Ultimately, Schulze-Makuch and Houtkooper contend, the Viking landers failed to detect life because they were searching for the wrong kind of life. Moreover, at least two of the Viking experiments would have killed off any hydrogen-peroxide-based organisms in the soil. One experiment required adding water to soil samples, which would have drowned the hydrogen-peroxide bugs. Another test involved heating the soil samples — also deadly to the organisms Schulze-Makuch and Houtkooper propose.
Sounds intriguing, but is it true? The next opportunity to gather hard evidence for the hydrogen-peroxide hypothesis will be May 2008. That’s when the Phoenix lander is slated to touch down in Mars’ arctic region. The lander’s gear includes an onboard chemical laboratory that should be able to detect organic compounds produced by martian microorganisms, either living or long-dead.
“If there’s life in the soil, we’d be able to detect it,” says Christopher Shinohara, manager of the Phoenix mission’s science operations center at the University of Arizona, Tucson. The Phoenix mission is based at the University of Arizona’s Lunar and Planetary Laboratory.

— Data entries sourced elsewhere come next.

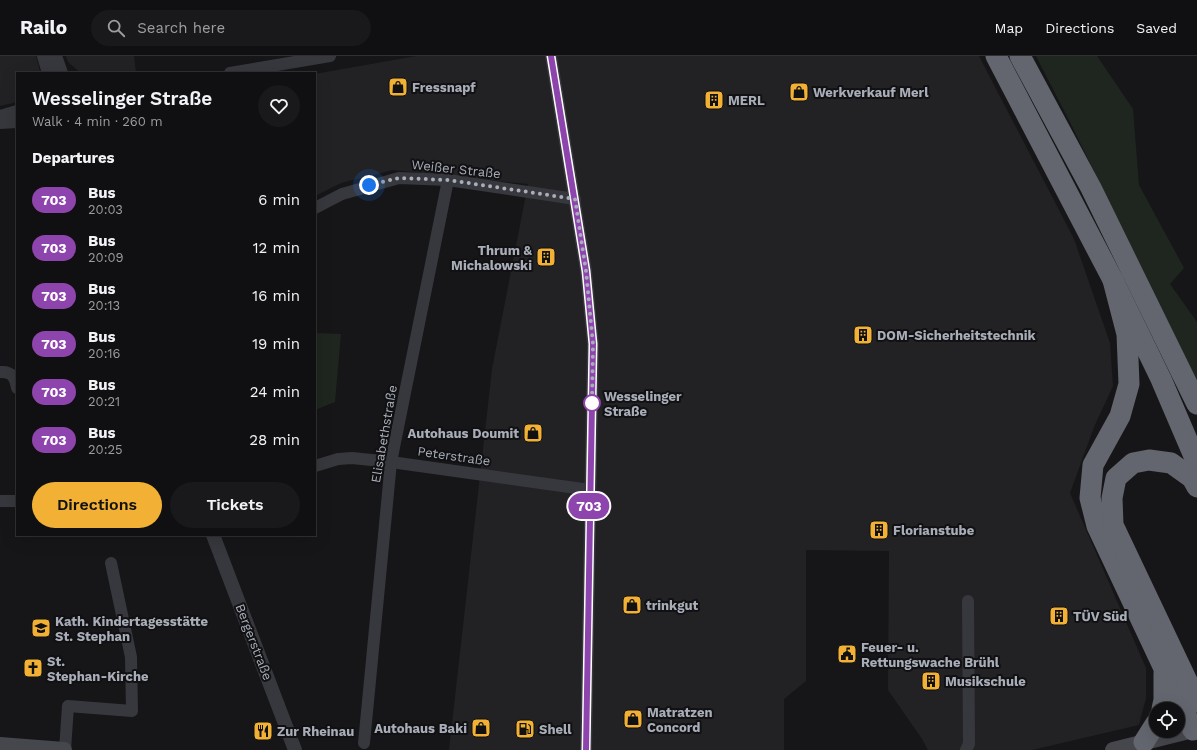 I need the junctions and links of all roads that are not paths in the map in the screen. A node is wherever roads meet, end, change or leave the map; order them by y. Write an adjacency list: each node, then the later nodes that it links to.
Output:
1 (44, 56): 7 (street)
2 (55, 56): 8 (street)
3 (330, 56): 9 (street)
4 (551, 56): 15 (street)
5 (996, 56): 17 (highway)
6 (1020, 56): 20 (highway)
7 (48, 72)
8 (60, 72)
9 (236, 72)
10 (16, 111): 11 (street)
11 (0, 116)
12 (16, 122): 13 (street)
13 (0, 123)
14 (448, 180): 15 (street, Weißer Straße); 16 (street, Weißer Straße); 21 (street, Elisabethstraße)
15 (575, 199): 25 (street)
16 (316, 207)
17 (1113, 280): 22 (highway); 31 (highway)
18 (0, 372): 19 (street)
19 (16, 385)
20 (1197, 404)
21 (390, 462): 23 (street, Peterstraße); 25 (street, Peterstraße); 37 (street, Elisabethstraße)
22 (1197, 463)
23 (316, 466)
24 (1197, 487): 32 (highway)
25 (590, 490): 41 (street)
26 (0, 501): 27 (street)
27 (16, 501)
28 (213, 536): 40 (street, Bergerstraße)
29 (111, 563): 39 (street)
30 (968, 601): 42 (street)
31 (1164, 667): 33 (highway); 34 (highway)
32 (1196, 697)
33 (1164, 702)
34 (1195, 729): 36 (main road)
35 (1149, 734): 36 (highway)
36 (1144, 742): 43 (main road)
37 (364, 743)
38 (0, 745): 39 (main road)
39 (65, 750)
40 (295, 750)
41 (586, 750)
42 (966, 750)
43 (1113, 750) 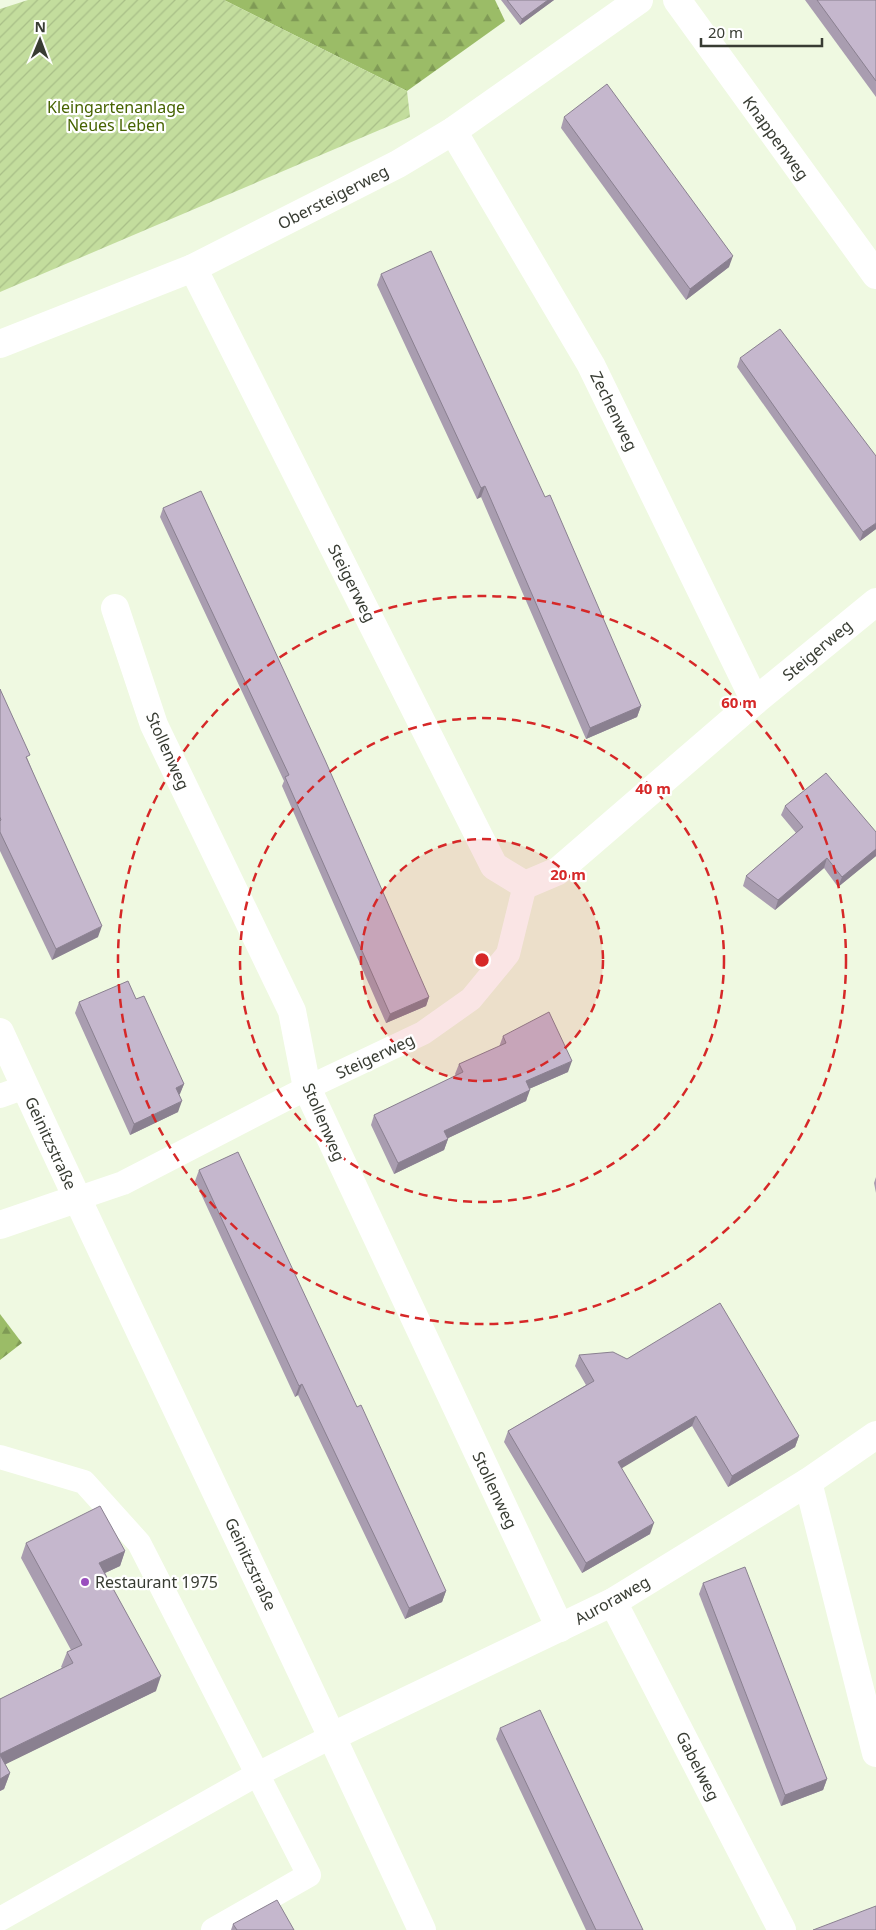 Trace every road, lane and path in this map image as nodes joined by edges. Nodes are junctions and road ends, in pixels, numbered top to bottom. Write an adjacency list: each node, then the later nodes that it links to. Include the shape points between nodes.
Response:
1 (639, 0): 3 (street, Obersteigerweg)
2 (677, 0): 5 (street, Knappenweg)
3 (452, 131): 4 (street, Obersteigerweg, via 398,164); 9 (street, Zechenweg, via 591,365)
4 (193, 268): 6 (street, Obersteigerweg); 10 (street, Steigerweg, via 494,866)
5 (876, 276)
6 (0, 344)
7 (876, 602): 9 (street, Steigerweg)
8 (115, 608): 13 (street, Stollenweg, via 154,724 292,1011)
9 (755, 701): 10 (street, Steigerweg, via 558,871)
10 (525, 885): 13 (lane, Steigerweg, via 508,954 471,999 423,1033)
11 (0, 1032): 12 (street, Geinitzstraße)
12 (25, 1087): 14 (lane, Geinitzstraße); 15 (street, Geinitzstraße)
13 (306, 1088): 15 (lane, Steigerweg, via 123,1183); 21 (street, Stollenweg)
14 (0, 1096)
15 (76, 1199): 16 (street, Geinitzstraße); 22 (street, Geinitzstraße)
16 (0, 1225)
17 (876, 1435): 19 (street, Auroraweg)
18 (0, 1457): 24 (lane, via 84,1482 139,1544)
19 (808, 1482): 20 (street, Auroraweg); 23 (street)
20 (613, 1602): 21 (street, Auroraweg); 28 (street, Gabelweg)
21 (560, 1628): 22 (street, Auroraweg)
22 (333, 1736): 24 (lane); 27 (street, Geinitzstraße)
23 (876, 1753)
24 (256, 1775): 25 (lane); 26 (lane, via 309,1876)
25 (8, 1915)
26 (213, 1930)
27 (422, 1930)
28 (782, 1930)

Christopher McKay, another member of the Phoenix team, says he encouraged Schulze-Makuch to come up with a specific test of his hypothesis using the lander’s current configuration, because it’s too late in the mission to change any of the instruments. For example, McKay says, they might use the craft’s oven-like Thermal and Evolved Gas Analyzer (TEGA) to heat a soil sample to the temperature at which a water-hydrogen peroxide mix should decompose into its chemical constituents. If it decomposes as predicted, the TEGA should be able to detect it. This, McKay says, would not prove Schulze-Makuch’s hypothesis conclusively, “but it would certainly pique interest.”